About the Cause of the “Other”
05 Feb 2009| By SC Spinoza, PhD
Lulled into a deep trance by his twisted norms, and forced outside his Ekiti Jungles by his murderous nature, he forgets where we have been and where we should have been if not for his crippling values and clogged brains.
Yet, he believes that others must conform and adjust to his views and values, probably because he is certain about the rightness and justness of his inner elements.
But he who is certain of the beauty of his inner core should be certain to allow others to be without his twisted phantoms and butchered logic.

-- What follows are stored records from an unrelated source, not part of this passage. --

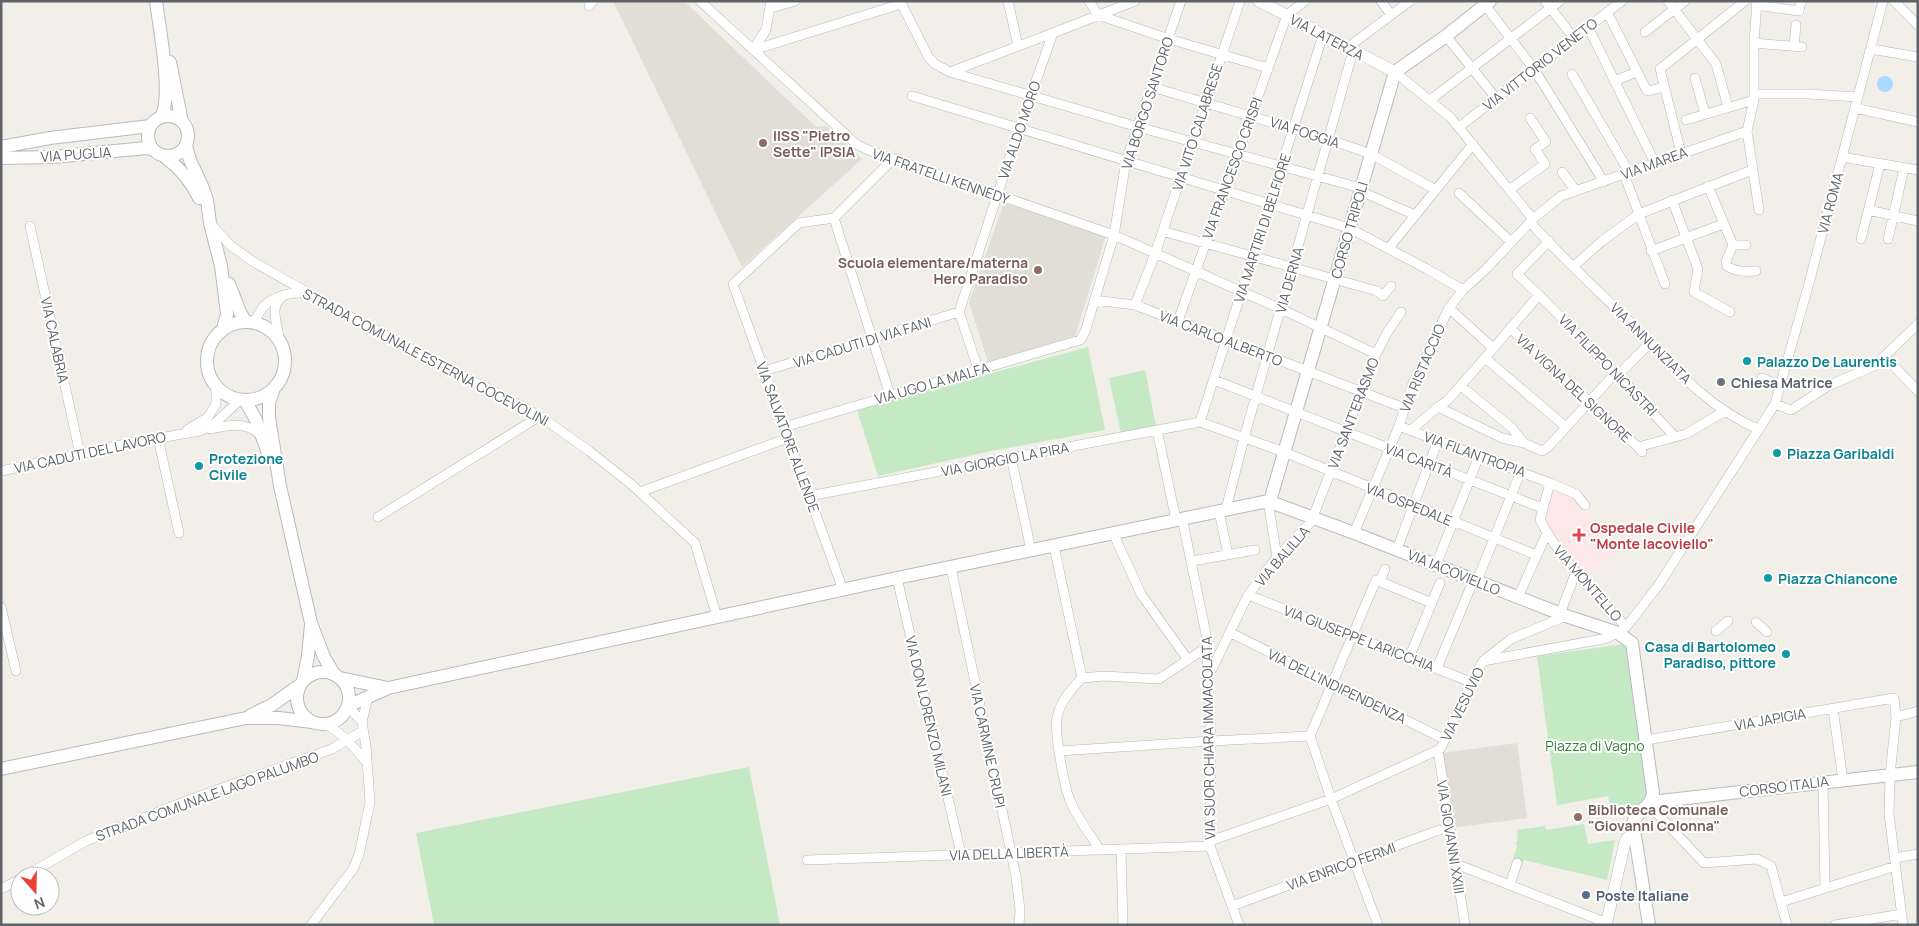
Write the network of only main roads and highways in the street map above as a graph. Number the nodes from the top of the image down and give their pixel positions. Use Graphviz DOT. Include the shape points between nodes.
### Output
graph roads {
  1 [pos="156,1"];
  2 [pos="1487,3"];
  3 [pos="161,36"];
  4 [pos="161,117"];
  5 [pos="182,122"];
  6 [pos="150,126"];
  7 [pos="186,146"];
  8 [pos="1,147"];
  9 [pos="152,149"];
  10 [pos="165,156"];
  11 [pos="1,158"];
  12 [pos="210,223"];
  13 [pos="220,266"];
  14 [pos="250,323"];
  15 [pos="223,329"];
  16 [pos="274,388"];
  17 [pos="242,400"];
  18 [pos="280,486"];
  19 [pos="1269,501"];
  20 [pos="311,623"];
  21 [pos="337,676"];
  22 [pos="302,683"];
  23 [pos="388,688"];
  24 [pos="348,706"];
  25 [pos="246,718"];
  26 [pos="312,722"];
  27 [pos="1,769"];
  28 [pos="1918,772"];
  29 [pos="1650,804"];
  30 [pos="1648,925"];
  1 -- 3 [label="main road"];
  2 -- 19 [label="main road, CORSO TRIPOLI" via="1395,72"];
  3 -- 4 [label="main road" via="166,92"];
  3 -- 5 [label="main road" via="170,60"];
  4 -- 5 [label="main road" via="172,116"];
  4 -- 6 [label="main road"];
  5 -- 7 [label="main road" via="188,133"];
  6 -- 8 [label="main road, VIA PUGLIA"];
  6 -- 9 [label="main road" via="147,135"];
  7 -- 10 [label="main road" via="177,155"];
  7 -- 12 [label="main road" via="202,186"];
  9 -- 10 [label="main road"];
  9 -- 11 [label="main road, VIA PUGLIA"];
  10 -- 12 [label="main road" via="194,186"];
  12 -- 13 [label="main road"];
  13 -- 14 [label="main road" via="240,312"];
  13 -- 15 [label="main road" via="227,314"];
  14 -- 15 [label="main road" via="238,323"];
  14 -- 16 [label="main road" via="268,330 279,341 284,354 280,381"];
  15 -- 17 [label="main road" via="211,343 208,370 216,387"];
  16 -- 17 [label="main road" via="261,397"];
  16 -- 18 [label="main road" via="269,418"];
  17 -- 18 [label="main road" via="263,437"];
  18 -- 20 [label="main road"];
  19 -- 23 [label="main road"];
  19 -- 29 [label="main road, VIA IACOVIELLO" via="1563,615 1622,630 1634,649 1653,793"];
  20 -- 21 [label="main road" via="324,657"];
  20 -- 22 [label="main road"];
  21 -- 22 [label="main road" via="328,672 314,673"];
  21 -- 23 [label="main road"];
  21 -- 24 [label="main road" via="348,689"];
  22 -- 25 [label="main road" via="272,705"];
  22 -- 26 [label="main road" via="297,694 298,707"];
  23 -- 24 [label="main road"];
  24 -- 26 [label="main road" via="338,720 326,724"];
  25 -- 26 [label="main road"];
  25 -- 27 [label="main road"];
  28 -- 29 [label="main road, CORSO ITALIA"];
  29 -- 30 [label="main road" via="1634,820"];
}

But because he has been nurtured not to think or reason, not to speak ills of his 12th Century values, nor relinquish his cultural phantoms, he can not help himself; he must elect to remain a stranger in a land full of values strange to his own.
Therefore to reassure himself about the rightness and justness of his cultural phantoms, about his twisted values, he must try to compress others into his mold, into his Ekiti twisted and crippling values.
If his intellectual soul had looked inward rather than be spent speaking ill of others, considering the amount of rubbish inward in his Ekiti soul, he would have learned about his own nature and nurture. He would have learned the secrets of changing his tremendously backward Ekiti values; he would have backwardly compressed and molded his values into forms consistent with civilized realities which afford him the Internet.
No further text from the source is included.